Your goal: Go through the entries below. Copy each line in which "main" appears.

---

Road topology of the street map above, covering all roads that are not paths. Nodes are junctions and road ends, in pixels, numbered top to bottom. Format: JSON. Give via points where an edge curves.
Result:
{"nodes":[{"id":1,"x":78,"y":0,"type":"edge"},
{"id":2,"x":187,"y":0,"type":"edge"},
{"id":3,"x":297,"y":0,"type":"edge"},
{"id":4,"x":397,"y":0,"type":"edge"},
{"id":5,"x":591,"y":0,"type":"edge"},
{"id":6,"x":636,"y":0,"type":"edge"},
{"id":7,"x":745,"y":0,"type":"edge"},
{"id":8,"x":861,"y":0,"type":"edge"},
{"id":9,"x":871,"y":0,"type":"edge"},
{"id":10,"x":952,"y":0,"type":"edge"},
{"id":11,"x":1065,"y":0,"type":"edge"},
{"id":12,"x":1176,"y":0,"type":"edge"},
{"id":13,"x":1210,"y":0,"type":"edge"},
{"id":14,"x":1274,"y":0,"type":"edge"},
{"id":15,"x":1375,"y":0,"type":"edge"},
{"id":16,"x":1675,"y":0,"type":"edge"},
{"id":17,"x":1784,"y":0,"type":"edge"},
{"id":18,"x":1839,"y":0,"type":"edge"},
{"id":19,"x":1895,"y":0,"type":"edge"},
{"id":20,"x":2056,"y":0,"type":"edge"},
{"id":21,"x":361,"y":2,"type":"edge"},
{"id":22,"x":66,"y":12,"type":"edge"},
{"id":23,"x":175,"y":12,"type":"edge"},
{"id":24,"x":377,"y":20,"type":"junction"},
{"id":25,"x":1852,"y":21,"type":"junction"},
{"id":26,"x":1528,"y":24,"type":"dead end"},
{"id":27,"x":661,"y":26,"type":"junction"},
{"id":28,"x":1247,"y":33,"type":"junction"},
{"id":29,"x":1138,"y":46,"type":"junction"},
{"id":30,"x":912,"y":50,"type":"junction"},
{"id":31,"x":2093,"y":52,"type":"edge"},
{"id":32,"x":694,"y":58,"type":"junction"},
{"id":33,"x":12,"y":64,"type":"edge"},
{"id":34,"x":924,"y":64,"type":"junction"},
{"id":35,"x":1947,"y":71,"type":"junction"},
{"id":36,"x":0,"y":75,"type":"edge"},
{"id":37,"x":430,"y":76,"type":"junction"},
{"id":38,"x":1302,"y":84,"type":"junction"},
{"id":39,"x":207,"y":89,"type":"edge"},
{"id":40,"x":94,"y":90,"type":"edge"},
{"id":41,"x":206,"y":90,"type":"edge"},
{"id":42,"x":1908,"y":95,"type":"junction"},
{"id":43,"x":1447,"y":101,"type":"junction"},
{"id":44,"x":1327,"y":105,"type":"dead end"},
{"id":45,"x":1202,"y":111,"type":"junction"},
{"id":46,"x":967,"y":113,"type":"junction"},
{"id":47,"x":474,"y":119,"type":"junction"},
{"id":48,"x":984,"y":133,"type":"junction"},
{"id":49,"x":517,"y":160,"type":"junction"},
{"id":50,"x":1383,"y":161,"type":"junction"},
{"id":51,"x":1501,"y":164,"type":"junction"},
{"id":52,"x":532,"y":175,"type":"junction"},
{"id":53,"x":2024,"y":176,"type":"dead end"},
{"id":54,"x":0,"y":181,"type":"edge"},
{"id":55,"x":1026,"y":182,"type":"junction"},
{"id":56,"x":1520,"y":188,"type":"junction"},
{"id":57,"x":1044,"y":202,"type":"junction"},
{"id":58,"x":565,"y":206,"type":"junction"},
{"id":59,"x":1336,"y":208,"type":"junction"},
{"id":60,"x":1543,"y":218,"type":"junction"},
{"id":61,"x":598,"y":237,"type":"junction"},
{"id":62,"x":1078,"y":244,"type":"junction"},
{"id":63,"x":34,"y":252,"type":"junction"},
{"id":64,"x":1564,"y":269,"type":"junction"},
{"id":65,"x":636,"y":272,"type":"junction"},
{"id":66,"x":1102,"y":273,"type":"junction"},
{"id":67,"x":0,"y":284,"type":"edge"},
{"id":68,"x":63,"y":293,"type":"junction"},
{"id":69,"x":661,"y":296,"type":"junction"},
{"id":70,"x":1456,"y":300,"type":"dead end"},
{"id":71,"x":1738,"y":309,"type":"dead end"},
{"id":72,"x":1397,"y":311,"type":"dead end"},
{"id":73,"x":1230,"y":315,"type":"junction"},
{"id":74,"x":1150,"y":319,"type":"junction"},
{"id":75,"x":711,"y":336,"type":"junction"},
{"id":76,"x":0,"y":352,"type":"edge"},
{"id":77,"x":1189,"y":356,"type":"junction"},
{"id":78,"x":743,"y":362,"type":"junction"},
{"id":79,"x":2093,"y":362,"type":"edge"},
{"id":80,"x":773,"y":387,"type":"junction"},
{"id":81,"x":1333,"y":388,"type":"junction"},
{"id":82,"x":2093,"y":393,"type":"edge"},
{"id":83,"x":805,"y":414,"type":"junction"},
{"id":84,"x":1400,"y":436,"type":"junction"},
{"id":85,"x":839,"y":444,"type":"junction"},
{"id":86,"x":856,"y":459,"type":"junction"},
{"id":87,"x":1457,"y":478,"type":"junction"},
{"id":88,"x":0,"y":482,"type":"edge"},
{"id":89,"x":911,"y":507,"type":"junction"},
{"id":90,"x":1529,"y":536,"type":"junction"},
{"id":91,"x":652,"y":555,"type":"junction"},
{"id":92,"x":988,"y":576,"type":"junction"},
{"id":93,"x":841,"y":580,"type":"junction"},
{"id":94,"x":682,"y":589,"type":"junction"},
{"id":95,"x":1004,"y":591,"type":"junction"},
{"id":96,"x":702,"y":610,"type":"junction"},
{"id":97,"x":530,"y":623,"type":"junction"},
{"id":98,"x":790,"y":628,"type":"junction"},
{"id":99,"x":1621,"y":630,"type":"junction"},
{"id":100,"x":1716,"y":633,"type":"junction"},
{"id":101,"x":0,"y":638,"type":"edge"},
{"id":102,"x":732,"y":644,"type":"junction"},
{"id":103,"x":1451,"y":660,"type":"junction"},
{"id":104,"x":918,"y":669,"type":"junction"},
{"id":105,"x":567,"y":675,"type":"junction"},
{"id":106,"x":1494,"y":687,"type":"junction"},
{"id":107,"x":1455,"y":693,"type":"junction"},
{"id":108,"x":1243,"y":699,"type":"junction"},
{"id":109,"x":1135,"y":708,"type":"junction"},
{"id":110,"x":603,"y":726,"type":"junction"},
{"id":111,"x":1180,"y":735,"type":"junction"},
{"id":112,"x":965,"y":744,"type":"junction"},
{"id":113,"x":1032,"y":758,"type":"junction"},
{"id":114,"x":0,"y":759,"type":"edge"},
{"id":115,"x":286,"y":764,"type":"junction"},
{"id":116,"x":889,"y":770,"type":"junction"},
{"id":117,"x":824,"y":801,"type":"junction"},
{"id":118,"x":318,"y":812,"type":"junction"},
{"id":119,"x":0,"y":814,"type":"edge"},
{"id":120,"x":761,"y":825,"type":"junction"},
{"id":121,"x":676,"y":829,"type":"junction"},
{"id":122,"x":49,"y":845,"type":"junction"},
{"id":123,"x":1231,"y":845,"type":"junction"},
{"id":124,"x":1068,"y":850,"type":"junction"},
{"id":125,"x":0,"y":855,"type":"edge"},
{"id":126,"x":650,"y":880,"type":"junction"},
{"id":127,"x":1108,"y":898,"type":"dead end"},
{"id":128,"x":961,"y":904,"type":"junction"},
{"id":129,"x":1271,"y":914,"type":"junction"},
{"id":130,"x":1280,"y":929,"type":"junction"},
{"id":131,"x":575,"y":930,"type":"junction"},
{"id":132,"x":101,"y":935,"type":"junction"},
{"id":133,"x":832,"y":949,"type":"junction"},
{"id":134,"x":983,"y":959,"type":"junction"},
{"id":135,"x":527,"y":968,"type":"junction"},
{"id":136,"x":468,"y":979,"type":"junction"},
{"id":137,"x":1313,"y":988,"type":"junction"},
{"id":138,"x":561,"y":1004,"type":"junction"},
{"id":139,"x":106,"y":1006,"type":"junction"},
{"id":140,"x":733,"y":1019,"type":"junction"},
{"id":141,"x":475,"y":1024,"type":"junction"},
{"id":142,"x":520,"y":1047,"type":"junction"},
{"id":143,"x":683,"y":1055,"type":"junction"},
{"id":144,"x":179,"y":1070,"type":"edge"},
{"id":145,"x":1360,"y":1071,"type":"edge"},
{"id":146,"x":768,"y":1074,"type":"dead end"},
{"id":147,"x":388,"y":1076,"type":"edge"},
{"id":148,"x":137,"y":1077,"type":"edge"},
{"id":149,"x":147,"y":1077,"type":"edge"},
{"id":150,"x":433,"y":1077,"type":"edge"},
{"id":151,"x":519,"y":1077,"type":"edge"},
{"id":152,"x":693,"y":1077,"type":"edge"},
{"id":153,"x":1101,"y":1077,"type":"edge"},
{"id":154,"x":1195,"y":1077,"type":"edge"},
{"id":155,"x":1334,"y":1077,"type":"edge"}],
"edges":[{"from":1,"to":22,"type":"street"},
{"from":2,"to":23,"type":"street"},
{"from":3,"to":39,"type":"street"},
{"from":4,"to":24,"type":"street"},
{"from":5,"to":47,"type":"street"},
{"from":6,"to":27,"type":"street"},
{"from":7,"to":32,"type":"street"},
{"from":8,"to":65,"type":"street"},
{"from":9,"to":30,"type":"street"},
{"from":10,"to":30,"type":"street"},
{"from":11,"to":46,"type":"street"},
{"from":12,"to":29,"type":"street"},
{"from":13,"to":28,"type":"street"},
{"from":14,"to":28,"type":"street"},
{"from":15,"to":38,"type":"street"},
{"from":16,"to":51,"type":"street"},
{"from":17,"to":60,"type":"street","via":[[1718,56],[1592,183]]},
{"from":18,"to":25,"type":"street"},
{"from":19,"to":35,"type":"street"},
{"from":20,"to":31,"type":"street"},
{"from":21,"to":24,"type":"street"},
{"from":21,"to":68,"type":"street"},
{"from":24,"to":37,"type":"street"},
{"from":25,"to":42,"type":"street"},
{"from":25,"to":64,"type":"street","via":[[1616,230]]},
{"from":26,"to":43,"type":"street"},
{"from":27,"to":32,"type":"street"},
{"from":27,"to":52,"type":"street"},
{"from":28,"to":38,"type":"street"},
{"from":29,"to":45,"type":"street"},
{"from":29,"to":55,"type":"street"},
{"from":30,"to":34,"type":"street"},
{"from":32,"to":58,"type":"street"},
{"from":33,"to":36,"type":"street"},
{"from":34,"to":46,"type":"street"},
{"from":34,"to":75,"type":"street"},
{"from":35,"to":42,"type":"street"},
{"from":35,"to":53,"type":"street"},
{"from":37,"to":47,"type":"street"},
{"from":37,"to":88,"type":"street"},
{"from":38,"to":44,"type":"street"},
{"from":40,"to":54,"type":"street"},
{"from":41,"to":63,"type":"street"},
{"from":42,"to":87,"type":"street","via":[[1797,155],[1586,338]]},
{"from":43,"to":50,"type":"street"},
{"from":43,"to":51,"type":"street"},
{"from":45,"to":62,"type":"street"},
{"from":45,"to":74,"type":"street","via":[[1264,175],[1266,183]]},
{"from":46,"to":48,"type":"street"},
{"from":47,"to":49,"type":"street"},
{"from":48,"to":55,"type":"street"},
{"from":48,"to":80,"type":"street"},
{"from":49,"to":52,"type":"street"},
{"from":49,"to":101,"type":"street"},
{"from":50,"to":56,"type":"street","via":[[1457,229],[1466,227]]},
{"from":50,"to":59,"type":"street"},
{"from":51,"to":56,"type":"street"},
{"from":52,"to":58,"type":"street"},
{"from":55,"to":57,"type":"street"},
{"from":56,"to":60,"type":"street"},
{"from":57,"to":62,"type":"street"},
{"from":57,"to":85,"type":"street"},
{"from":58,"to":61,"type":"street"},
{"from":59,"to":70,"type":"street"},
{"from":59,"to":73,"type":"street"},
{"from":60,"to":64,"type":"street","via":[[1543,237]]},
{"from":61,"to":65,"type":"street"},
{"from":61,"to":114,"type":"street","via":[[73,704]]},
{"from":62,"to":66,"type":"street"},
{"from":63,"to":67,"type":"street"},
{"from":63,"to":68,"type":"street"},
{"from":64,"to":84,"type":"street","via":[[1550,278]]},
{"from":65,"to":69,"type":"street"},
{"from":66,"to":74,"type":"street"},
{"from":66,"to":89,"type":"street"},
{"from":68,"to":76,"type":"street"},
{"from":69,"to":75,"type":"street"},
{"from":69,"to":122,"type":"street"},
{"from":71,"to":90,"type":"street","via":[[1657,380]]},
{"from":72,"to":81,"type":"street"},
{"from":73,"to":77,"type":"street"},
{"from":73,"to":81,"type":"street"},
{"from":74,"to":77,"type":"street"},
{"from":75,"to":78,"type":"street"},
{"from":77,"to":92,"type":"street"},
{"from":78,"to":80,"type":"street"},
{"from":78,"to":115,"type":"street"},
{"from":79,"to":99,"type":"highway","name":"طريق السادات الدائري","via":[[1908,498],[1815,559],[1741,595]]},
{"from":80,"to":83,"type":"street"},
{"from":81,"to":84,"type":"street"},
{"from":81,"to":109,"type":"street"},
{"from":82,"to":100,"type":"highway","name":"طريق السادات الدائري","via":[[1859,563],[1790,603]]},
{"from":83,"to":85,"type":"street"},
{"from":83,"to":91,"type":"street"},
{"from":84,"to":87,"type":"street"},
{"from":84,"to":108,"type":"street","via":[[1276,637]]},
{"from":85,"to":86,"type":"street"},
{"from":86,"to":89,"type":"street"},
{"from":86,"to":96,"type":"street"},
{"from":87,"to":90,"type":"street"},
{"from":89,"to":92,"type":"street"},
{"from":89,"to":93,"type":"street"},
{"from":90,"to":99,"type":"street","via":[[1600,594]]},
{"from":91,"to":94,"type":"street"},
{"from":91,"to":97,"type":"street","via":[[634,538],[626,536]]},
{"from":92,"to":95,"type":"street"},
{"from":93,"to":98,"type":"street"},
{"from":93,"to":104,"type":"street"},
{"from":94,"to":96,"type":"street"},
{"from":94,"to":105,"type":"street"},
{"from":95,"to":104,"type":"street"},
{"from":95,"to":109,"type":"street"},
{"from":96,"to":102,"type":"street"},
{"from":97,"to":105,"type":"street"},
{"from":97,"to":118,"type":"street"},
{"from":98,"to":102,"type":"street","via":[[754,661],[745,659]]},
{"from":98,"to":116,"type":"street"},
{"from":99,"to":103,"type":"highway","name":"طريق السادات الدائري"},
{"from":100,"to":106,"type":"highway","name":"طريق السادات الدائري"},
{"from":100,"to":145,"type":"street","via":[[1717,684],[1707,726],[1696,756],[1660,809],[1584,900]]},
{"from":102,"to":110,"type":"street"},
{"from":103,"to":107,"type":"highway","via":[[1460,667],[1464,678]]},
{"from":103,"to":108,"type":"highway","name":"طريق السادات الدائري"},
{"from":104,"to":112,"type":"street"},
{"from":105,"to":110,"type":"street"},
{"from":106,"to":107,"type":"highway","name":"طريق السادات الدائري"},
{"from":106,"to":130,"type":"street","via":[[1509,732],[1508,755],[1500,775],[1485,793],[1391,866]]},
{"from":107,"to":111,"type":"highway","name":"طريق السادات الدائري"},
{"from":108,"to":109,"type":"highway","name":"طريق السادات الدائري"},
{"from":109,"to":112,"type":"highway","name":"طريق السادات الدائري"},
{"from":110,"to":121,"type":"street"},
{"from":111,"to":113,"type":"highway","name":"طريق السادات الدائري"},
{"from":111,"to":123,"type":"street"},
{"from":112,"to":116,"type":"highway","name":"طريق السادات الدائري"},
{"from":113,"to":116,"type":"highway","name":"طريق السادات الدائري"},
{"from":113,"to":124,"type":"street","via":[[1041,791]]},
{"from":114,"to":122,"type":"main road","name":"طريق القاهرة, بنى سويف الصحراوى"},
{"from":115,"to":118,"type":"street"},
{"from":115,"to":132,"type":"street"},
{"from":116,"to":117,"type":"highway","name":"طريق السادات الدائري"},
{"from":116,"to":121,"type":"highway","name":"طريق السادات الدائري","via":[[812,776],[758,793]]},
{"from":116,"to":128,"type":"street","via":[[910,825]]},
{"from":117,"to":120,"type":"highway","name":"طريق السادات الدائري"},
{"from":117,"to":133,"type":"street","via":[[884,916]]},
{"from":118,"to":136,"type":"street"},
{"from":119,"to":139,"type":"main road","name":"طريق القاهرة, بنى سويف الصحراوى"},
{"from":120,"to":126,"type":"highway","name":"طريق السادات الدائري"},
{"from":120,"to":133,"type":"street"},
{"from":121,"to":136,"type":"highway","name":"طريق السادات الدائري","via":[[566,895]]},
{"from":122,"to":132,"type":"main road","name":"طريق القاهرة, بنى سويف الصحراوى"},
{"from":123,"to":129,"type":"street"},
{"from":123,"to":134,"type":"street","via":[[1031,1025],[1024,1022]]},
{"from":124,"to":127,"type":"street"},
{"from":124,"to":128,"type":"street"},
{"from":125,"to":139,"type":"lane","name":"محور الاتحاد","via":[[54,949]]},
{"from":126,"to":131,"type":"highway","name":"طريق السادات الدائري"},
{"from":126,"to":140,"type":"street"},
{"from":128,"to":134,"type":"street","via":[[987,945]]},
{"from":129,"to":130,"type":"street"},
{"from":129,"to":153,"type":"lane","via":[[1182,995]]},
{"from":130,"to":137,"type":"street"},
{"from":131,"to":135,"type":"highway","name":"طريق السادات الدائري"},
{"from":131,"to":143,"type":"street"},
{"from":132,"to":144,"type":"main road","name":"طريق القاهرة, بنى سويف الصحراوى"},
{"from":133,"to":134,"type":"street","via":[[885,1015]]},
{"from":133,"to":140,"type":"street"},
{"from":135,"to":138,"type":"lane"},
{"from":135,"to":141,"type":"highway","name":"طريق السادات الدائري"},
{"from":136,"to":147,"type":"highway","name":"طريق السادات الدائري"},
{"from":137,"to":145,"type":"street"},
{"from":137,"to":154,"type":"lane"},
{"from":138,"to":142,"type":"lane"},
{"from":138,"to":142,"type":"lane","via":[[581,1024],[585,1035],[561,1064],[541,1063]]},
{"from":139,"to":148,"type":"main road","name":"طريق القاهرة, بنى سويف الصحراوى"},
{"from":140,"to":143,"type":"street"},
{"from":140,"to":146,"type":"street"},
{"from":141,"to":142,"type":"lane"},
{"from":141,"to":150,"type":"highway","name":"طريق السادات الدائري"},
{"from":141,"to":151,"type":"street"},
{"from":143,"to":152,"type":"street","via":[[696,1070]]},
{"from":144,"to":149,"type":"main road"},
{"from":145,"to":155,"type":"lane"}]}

---

Answer to this problem:
{"from":114,"to":122,"type":"main road","name":"طريق القاهرة, بنى سويف الصحراوى"},
{"from":119,"to":139,"type":"main road","name":"طريق القاهرة, بنى سويف الصحراوى"},
{"from":122,"to":132,"type":"main road","name":"طريق القاهرة, بنى سويف الصحراوى"},
{"from":132,"to":144,"type":"main road","name":"طريق القاهرة, بنى سويف الصحراوى"},
{"from":139,"to":148,"type":"main road","name":"طريق القاهرة, بنى سويف الصحراوى"},
{"from":144,"to":149,"type":"main road"},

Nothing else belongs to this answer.